The Insufficiency of Credit Data in a Non-Financial Crisis
Credit scores and the data that underlie them have become a mainstay of American life over the past few decades. Consumers seeking credit – a credit card, mortgage or auto loan – and businesses seeking capital – a loan, line of credit, equipment lease, receivables advance, or commercial mortgage – have become keenly aware of their scores. Lenders of all stripes, from the oldest banks to the newest fintech companies, use credit data and scores to make approval decisions, set rates, assign lines of credit, and manage customer exposure. In most environments, this method works reasonably well. Detailed data on whether someone has paid back prior debt is generally predictive of whether he/she will in the future. However, as the recent crisis has shown us, there are times when negative external forces are so great that the paradigm shifts completely, where credit data goes from highly valuable to woefully insufficient.

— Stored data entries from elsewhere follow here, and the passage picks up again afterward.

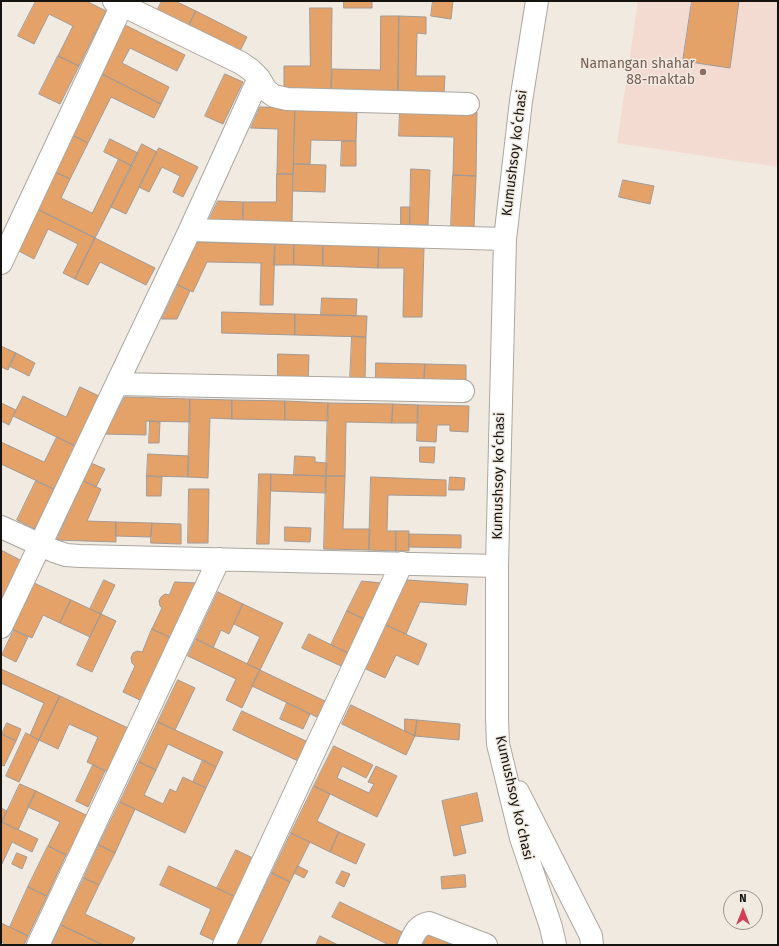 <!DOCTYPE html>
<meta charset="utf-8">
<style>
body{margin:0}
#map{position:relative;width:779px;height:946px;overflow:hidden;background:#f0eae1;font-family:"Fira Sans",sans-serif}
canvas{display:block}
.frame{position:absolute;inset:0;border:2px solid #151310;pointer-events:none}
.north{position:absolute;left:723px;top:890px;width:40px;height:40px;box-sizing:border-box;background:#f0eae1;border:1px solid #98948d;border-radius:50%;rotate:0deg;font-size:11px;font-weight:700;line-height:16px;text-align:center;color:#151310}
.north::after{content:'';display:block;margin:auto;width:14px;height:18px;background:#d14053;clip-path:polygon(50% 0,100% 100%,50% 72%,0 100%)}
</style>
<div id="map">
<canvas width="779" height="946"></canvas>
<div class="frame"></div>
<div class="north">N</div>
</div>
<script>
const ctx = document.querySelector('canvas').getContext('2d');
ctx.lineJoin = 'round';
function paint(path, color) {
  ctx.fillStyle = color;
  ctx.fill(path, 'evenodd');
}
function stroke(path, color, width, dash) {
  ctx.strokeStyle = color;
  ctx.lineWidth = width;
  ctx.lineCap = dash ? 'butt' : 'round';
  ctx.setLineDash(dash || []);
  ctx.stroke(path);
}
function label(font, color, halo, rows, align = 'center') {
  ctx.font = font + ' "Fira Sans",sans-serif';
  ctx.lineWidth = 3;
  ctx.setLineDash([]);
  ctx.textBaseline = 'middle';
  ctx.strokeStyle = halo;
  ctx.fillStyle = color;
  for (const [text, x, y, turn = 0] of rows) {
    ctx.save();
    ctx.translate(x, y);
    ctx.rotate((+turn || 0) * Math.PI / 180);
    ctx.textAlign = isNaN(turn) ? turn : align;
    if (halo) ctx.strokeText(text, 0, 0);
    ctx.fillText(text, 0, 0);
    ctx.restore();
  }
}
paint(new Path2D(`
 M638,1H778V167L617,143Z`), '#f3dbd2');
const building = new Path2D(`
 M36,1H86L106,11L79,66L58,56L73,26L49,14L34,44L18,36Z
 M162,1H175L196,11L188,27L157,11Z
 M344,1H372V8H344Z
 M433,1H453L451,19L431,16Z
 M692,1H739L730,68L683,61Z
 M310,8H332L331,91L284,90V66H310Z
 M196,11L247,37L238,55L187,29Z
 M381,16H399L398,92L331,91L332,69L380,70Z
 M399,16L426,17V34L417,33L416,76H445L444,93L398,92Z
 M123,24L185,55L177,71L130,48L122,63L169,87L161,104L100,73Z
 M58,56L79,66L60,104L39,94Z
 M100,73L161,104L154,118L111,97L88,143L70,134Z
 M225,74L243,82L223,124L205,116Z
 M260,107L295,108L293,174H277L278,129L251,128Z
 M295,108L357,110L356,141L311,140L310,164H294Z
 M400,110L477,112L476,176L453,175L454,137L399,136Z
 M70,134L88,143L70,179L53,171Z
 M110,139L138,153L132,166L104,152Z
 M342,141H356V166H341Z
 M142,144L157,152L126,214L111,207Z
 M159,148L198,167L183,197L173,192L180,176L162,167L149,192L139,187Z
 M119,159L132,166L95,238L35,208L53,171L70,179L61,198L92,213Z
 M294,164L326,165L325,192L293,191Z
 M411,169L430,170L428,225H410Z
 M277,174H293L292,222L243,221V202H276Z
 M453,175L476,176L474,227H451Z
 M623,180L654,186L650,204L619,197Z
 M218,201L243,202V221L209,220Z
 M401,207H410V225H401Z
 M35,208L95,238L75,279L63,273L78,244L48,229L34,259L15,249Z
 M95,238L155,268L146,285L100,262L88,285L75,279Z
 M196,242L275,244L273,305H260L261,263L207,262L193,292L176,284Z
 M275,244H294V265H274Z
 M294,244L323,245V266L294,265Z
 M323,245L379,247L378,268L323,266Z
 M379,247L424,248L422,317H403L404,268H378Z
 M178,285L190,291L177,319H162Z
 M322,298L357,299L356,316L321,315Z
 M222,312L295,314V335L222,333Z
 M295,314L367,316L366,337L295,335Z
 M352,336L366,337L365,380H350Z
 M1,346L16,353L8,370L1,367Z
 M16,353L35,363L29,376L9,366Z
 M278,354L309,355L308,384L278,383Z
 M376,363L425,364L424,383L376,382Z
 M425,364L466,365V384L424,383Z
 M80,387L99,396L75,446L13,416L23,396L66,417Z
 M125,397L190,399V422L146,421V435L105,434Z
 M190,399L232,400V419L210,418L208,478L188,477Z
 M232,400L285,401V420L232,419Z
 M285,401L328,403V421L285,420Z
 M1,403L16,410L9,425L1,421Z
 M328,403L393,404L392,423L346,422L345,476H326Z
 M393,404L418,405V423H392Z
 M418,405L469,406L468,432L450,431V425H437L436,442L417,441Z
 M150,421L160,422L159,443H149Z
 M57,437L75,446L54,489L1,464V442L44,462Z
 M420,447H435L434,463L420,462Z
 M148,454L189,456L188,477L147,476Z
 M295,456L315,457V462L327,463L326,476L294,475Z
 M91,463L105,469L96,487L83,481Z
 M259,474H271L269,544H257Z
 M271,474L326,476V493L271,491Z
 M147,476L162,477L161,496H147Z
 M326,476H345L343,529H370L369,550L324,549Z
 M371,477L446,480V496L388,495L387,531H396V551L369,550Z
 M450,477L465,478L464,490H449Z
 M36,481L54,489L35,529L17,520Z
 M83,481L101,489L87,521L116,522V542L57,540Z
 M189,489H209L208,543H188Z
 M116,522L152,523L151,537L116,536Z
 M152,523L181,524V544L151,543Z
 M285,527L311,528L310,542L285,541Z
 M396,531H409V551H396Z
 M409,534L461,535V548L409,547Z
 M1,550L22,561L1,604Z
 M104,580L115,585L101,614L90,609Z
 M407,580L468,584L466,605L420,602L406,634L386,625Z
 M362,581L381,583L364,619L347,611Z
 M175,582L197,583L171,638L152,629L162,608L160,606L159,601L161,597L165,594L169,595Z
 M34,583L71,600L60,623L43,615L32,638L12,629Z
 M218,592L243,604L229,634L221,630L213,648L196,639Z
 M71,600L101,614L90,637L60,623Z
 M243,604L283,623L260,670L247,664L260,637L234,624Z
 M347,611L364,619L348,653L331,645Z
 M101,614L116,621L92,672L77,665Z
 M386,625L427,644L418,665L396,655L385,678L366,669Z
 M152,629L171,638L142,701L123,692L135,666L132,663L131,658L133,653L137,651L142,652Z
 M14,630L28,637L16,662L2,655Z
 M309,634L348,653L341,666L302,648Z
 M196,639L260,670L242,708L226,700L236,679L188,656Z
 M1,669L60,696L39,740L30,735L44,703L1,683Z
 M260,670L327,702L319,718L252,686Z
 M178,680L195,688L175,730L158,722Z
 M60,696L128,728L108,772L87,762L98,737L69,724L58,749L39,740Z
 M287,703L310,714L303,729L280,719Z
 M351,705L415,736L406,755L342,724Z
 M242,711L308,742L298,761L233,730Z
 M405,719L417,720L415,736L405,731Z
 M417,720L460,724L459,740L415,736Z
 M158,722L223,752L216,767L168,744L156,770L139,762Z
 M7,723L21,729L16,741L2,734Z
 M26,733L39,740L19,782L6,776Z
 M1,734L16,741L4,766L1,765Z
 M334,746L373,765L366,778L342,766L337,778L369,793L374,784L368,782L376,766L397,776L377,817L314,786Z
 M203,760L216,767L206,788L193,782Z
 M139,762L156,770L144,795L163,804L170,789L176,792L183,777L206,788L185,833L120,802Z
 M93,765L105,771L88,807L76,801Z
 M20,784L36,791L18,830L2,822Z
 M314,786L330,794L317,821L339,832L330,852L291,833Z
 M36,791L88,816L69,856L48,846L60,822L28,807Z
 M477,793L483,821L460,826L466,853L454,856L442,801Z
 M120,802L135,809L115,853L99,845Z
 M1,808L7,811L2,822H1Z
 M2,822L38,839L32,852L12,842L1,866Z
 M339,832L365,844L356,864L330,852Z
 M291,833L310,842L290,882L272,873Z
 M99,845L115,853L99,885L84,878Z
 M48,846L66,855L47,896L28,887Z
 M236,850L255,859L236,897L217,888Z
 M17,853L27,857L22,869L12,864Z
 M169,866L236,897L215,941L200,934L211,909L160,885Z
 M298,866L308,871L304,878L294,873Z
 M342,871L350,874L344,887L336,883Z
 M272,873L290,882L260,945H237Z
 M465,875L466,887L442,889L441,877Z
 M84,878L99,885L85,914L135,938L131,945H103L61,925Z
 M28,887L47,896L28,936L10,927Z
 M340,902L402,932L396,945H389L332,917Z
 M1,923L28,936L24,945H3L4,943L1,942Z
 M61,925L103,945H52Z
 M428,934L452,945H423Z
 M320,936L338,945H316Z`);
paint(building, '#e4a268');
stroke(building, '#a39a94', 1);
const minor = new Path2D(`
 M114,1L241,63L251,70L259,78L266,90L274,96L287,99L468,104
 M537,1L521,101L505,239L497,566V719L498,744L521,838L551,927L555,945
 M190,230L505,239
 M1,263L122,5
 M117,384L463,391
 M1,527L54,551L66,555L80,556L497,566
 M1,627L190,230L259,78
 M518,792L591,936L592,945
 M38,945L219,559
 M224,945L402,563
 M409,945C414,934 417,925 429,923L486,945`);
stroke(minor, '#aca79f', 24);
stroke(minor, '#fff', 22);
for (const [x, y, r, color] of [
 [703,72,4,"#8d6e63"]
]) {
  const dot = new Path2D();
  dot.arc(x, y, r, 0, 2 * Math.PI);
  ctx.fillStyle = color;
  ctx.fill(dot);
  stroke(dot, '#f0eae1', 1.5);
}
label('14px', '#785e54', '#f0eae1', [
 ["Namangan shahar",695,64],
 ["88-maktab",695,80]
], 'right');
label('14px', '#151310', '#f0eae1', [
 ["Kumushsoy koʻchasi",515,153,-83],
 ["Kumushsoy koʻchasi",499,476,-89],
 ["Kumushsoy koʻchasi",514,798,77]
]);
</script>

In this post, I intend to cover how credit data and scores work in typical practice, how lenders tend to tweak these methods in turbulent times, and why credit data is insufficient for today’s situation. Finally, I’ll share some ideas on the necessity and potential of highly-specific, individual-level understanding of cash-flow and borrower dynamics that will become necessary in a post-covid world.
Credit = Trust
Credit is the finance-world manifestation of the concept of trust. If you have “good credit”, institutions will trust you to borrow money and to pay it back. If you have “bad credit”, they may only lend you money at a higher interest rate, or not at all. The “price” of credit is the interest rate at which it is given. While this is a slight oversimplification – rates are also influenced by macro policy, capital market dynamics, borrower market dynamics, and competition – interest rate generally correlates positively with the perceived risk of the borrower. This is true for consumer and commercial borrowers alike, from an individual borrowing $20K to buy a car to a corporation financing a $1B capital expenditure.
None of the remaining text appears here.